[Entries provided — start]
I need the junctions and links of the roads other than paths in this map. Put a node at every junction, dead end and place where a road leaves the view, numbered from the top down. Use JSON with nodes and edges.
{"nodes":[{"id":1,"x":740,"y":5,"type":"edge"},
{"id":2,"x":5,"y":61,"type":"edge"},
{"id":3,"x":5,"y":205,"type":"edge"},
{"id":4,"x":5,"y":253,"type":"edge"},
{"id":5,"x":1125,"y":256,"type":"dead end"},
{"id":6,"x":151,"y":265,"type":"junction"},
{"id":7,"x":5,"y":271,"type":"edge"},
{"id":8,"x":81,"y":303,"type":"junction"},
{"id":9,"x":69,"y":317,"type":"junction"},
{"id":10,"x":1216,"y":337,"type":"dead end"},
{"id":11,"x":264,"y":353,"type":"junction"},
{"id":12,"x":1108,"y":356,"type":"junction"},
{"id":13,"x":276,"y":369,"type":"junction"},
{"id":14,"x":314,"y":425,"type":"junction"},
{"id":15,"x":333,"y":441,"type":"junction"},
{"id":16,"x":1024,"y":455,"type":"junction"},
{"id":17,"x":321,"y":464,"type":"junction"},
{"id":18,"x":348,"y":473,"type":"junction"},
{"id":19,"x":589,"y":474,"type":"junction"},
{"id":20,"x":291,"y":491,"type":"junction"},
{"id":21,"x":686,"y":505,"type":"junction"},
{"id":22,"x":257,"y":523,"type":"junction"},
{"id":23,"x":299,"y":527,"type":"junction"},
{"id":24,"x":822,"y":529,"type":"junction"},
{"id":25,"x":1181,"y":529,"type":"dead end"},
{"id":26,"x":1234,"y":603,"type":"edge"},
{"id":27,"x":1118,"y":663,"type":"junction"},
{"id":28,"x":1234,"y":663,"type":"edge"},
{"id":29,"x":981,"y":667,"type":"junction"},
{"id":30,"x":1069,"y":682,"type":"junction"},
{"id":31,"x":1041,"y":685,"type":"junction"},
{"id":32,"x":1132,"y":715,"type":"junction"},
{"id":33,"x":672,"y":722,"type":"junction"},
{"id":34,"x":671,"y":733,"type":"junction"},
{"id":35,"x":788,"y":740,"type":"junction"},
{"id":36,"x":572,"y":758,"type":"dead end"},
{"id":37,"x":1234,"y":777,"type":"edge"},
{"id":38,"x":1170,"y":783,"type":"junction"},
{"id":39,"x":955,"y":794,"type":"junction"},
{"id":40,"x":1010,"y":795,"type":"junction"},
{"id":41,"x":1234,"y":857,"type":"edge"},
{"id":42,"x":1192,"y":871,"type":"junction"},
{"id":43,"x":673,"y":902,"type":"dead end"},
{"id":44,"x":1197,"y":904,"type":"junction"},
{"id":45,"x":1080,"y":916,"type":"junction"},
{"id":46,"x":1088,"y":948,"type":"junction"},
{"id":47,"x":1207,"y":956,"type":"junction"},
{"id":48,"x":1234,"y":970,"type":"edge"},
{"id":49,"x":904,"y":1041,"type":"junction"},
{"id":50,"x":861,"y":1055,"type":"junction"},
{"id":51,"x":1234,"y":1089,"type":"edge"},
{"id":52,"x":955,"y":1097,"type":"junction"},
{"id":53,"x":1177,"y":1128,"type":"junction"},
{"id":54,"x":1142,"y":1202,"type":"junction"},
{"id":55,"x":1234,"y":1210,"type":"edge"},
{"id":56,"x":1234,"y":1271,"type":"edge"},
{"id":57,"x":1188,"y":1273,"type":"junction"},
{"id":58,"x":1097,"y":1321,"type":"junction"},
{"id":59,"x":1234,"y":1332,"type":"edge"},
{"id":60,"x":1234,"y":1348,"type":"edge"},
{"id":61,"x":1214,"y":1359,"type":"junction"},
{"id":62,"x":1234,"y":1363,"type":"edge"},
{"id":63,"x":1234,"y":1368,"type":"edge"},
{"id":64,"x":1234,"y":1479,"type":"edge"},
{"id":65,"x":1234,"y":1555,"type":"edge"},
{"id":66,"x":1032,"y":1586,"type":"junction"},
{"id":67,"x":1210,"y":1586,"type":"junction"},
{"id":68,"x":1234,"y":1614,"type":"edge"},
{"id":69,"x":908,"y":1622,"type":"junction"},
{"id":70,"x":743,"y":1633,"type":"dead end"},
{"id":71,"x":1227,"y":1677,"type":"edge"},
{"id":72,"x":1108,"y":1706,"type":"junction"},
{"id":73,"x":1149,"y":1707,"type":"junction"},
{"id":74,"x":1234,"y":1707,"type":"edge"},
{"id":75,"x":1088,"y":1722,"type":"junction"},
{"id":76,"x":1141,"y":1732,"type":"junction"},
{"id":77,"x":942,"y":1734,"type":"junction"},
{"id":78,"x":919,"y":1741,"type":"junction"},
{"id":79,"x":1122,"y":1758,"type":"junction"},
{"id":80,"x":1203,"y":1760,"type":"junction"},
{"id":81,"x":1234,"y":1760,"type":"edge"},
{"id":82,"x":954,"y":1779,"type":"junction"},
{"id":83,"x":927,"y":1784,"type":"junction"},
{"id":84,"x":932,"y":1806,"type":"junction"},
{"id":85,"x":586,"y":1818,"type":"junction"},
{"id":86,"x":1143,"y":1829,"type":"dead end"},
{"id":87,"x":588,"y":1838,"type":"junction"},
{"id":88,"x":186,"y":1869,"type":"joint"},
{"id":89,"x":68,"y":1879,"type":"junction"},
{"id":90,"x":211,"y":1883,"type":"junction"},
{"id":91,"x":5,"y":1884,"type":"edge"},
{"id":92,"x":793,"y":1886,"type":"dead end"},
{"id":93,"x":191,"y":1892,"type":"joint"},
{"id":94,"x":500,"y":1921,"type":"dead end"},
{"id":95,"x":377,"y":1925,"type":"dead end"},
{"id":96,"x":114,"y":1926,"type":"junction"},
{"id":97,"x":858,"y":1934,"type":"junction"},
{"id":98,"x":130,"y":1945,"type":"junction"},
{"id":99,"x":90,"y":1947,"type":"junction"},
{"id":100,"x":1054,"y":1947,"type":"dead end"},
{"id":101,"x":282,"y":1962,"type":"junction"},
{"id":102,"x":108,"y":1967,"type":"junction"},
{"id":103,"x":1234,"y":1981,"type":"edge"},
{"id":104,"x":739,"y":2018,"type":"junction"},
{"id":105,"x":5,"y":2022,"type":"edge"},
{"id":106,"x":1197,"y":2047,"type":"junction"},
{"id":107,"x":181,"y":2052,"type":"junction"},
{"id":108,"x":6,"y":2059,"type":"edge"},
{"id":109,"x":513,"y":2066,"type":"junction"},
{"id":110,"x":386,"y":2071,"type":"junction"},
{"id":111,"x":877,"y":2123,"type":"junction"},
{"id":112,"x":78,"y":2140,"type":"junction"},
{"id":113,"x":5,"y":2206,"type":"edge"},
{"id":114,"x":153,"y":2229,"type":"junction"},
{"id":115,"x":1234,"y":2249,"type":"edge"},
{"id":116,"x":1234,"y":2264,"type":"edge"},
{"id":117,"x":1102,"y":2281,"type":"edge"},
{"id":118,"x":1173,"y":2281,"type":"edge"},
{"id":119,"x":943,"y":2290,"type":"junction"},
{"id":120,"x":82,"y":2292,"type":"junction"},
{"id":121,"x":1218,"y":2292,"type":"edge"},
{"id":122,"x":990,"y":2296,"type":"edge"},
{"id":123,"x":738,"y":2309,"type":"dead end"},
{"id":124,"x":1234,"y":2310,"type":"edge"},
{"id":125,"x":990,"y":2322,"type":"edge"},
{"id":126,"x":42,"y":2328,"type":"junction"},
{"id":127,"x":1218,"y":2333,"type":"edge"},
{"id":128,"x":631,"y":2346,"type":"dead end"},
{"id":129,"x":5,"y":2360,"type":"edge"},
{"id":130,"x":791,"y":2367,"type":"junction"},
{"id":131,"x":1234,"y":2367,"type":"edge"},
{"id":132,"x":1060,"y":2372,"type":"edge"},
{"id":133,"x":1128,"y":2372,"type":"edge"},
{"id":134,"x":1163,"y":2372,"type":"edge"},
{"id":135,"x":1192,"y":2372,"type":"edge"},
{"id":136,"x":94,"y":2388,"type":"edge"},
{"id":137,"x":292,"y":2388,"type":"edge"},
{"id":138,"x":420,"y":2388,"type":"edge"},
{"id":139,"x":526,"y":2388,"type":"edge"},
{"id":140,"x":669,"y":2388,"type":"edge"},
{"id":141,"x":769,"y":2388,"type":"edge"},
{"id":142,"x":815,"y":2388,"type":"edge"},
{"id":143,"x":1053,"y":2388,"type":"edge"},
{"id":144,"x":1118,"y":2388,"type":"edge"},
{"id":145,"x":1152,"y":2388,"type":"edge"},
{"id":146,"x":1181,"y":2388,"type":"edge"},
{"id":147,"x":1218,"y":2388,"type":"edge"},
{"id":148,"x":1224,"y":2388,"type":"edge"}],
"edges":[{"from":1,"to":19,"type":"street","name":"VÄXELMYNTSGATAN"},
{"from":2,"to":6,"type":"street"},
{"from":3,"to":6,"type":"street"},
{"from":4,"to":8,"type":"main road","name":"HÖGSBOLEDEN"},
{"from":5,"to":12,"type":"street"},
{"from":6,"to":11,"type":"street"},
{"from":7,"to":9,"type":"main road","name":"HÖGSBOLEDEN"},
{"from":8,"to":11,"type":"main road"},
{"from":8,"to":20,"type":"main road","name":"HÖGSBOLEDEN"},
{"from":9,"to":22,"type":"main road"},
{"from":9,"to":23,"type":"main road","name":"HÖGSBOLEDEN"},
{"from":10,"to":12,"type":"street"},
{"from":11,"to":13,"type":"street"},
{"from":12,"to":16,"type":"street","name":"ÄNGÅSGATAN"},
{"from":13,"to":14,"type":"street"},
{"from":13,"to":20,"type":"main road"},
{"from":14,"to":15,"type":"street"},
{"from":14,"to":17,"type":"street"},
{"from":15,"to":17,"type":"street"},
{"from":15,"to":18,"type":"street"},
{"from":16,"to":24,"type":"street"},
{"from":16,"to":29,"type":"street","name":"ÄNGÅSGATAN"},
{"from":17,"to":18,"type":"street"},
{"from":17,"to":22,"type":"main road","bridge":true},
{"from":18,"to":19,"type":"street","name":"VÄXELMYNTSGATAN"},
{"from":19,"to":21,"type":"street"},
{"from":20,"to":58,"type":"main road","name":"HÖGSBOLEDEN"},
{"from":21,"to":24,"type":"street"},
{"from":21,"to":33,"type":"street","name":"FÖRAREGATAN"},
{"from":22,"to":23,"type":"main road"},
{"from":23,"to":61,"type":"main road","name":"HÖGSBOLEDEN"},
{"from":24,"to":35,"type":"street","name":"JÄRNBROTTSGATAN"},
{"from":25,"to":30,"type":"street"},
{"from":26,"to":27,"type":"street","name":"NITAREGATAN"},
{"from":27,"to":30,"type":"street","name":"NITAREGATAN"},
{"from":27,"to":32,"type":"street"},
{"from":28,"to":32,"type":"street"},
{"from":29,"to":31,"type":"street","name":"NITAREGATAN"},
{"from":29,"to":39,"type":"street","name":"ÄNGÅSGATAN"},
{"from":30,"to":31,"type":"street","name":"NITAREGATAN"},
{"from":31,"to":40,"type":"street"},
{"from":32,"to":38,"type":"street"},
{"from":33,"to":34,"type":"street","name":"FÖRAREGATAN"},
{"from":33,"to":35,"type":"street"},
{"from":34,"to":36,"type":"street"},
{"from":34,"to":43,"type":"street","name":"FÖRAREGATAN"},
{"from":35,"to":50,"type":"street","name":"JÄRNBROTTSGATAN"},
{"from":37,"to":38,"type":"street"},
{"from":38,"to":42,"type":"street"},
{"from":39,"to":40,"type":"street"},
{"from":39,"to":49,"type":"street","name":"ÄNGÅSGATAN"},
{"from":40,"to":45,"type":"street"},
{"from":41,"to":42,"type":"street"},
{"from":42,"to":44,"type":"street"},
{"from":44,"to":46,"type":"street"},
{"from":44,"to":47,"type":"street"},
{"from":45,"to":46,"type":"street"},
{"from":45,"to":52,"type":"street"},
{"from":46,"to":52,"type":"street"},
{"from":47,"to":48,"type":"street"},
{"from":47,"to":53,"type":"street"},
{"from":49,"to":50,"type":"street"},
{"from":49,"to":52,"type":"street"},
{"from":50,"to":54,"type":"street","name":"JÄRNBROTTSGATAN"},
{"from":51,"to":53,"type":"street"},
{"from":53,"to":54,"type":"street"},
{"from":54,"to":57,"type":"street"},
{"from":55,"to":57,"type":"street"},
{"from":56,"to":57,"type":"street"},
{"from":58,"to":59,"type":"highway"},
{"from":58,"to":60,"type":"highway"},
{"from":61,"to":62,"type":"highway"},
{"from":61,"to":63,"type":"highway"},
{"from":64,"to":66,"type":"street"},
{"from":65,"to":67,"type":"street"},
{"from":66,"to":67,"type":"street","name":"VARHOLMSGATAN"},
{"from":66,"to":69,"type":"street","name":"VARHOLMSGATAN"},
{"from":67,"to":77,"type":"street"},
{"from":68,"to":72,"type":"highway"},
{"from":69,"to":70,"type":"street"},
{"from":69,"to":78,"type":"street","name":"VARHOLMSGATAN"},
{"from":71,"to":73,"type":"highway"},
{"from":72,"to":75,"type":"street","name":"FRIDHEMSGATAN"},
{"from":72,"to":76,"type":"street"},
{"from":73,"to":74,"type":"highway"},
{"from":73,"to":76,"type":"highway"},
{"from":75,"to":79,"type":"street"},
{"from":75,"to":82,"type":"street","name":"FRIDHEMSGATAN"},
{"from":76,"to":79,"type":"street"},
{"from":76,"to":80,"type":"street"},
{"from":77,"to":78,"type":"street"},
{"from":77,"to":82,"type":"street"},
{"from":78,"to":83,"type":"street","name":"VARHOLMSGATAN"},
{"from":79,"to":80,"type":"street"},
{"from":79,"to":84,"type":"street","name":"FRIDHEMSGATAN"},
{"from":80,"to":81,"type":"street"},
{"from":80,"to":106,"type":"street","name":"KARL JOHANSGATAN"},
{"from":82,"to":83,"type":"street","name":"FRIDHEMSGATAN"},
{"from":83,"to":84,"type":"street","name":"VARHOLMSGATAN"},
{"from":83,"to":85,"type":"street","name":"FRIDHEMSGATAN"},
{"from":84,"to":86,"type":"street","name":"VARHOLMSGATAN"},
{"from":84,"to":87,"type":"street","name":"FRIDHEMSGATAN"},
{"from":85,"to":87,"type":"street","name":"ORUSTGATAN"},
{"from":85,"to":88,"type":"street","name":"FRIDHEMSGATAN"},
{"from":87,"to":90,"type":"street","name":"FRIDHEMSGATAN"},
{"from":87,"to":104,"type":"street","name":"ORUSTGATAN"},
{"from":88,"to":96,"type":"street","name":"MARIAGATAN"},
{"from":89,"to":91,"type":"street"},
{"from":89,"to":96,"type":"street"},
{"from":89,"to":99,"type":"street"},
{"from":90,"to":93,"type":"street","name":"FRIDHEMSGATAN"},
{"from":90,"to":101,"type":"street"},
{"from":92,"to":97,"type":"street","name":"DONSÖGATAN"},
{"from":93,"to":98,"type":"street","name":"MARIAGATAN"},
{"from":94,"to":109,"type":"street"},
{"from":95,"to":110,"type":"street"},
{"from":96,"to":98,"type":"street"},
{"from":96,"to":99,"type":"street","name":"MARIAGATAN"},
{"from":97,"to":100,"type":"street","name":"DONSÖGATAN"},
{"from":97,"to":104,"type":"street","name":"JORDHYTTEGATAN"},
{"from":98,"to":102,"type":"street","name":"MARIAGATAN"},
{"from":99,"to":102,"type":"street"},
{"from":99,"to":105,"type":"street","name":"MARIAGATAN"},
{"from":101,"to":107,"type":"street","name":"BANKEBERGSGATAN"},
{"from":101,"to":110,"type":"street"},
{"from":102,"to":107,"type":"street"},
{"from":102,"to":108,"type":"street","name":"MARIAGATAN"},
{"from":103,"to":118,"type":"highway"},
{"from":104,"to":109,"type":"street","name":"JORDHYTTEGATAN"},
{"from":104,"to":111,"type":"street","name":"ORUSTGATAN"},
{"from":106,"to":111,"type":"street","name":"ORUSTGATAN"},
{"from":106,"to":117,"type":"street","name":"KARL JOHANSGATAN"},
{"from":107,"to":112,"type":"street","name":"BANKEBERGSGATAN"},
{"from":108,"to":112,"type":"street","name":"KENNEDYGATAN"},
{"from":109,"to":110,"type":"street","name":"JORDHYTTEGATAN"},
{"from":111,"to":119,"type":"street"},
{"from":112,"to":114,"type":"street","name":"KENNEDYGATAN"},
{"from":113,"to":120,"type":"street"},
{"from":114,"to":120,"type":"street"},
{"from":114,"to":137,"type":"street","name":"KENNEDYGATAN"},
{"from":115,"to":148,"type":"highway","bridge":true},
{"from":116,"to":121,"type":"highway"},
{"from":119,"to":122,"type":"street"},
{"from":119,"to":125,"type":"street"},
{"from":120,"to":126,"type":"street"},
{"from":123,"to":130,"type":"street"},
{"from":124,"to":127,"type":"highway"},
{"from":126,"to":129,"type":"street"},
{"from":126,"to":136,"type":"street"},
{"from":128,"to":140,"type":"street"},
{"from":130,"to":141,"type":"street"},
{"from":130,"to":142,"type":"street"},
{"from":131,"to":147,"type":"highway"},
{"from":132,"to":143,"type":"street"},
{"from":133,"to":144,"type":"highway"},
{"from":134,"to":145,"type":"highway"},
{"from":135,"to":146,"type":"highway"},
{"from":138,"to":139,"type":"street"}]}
[Entries provided — finish]
Look through the entries above, and wherever a line holds the string "FÖRAREGATAN", copy it.

{"from":21,"to":33,"type":"street","name":"FÖRAREGATAN"},
{"from":33,"to":34,"type":"street","name":"FÖRAREGATAN"},
{"from":34,"to":43,"type":"street","name":"FÖRAREGATAN"},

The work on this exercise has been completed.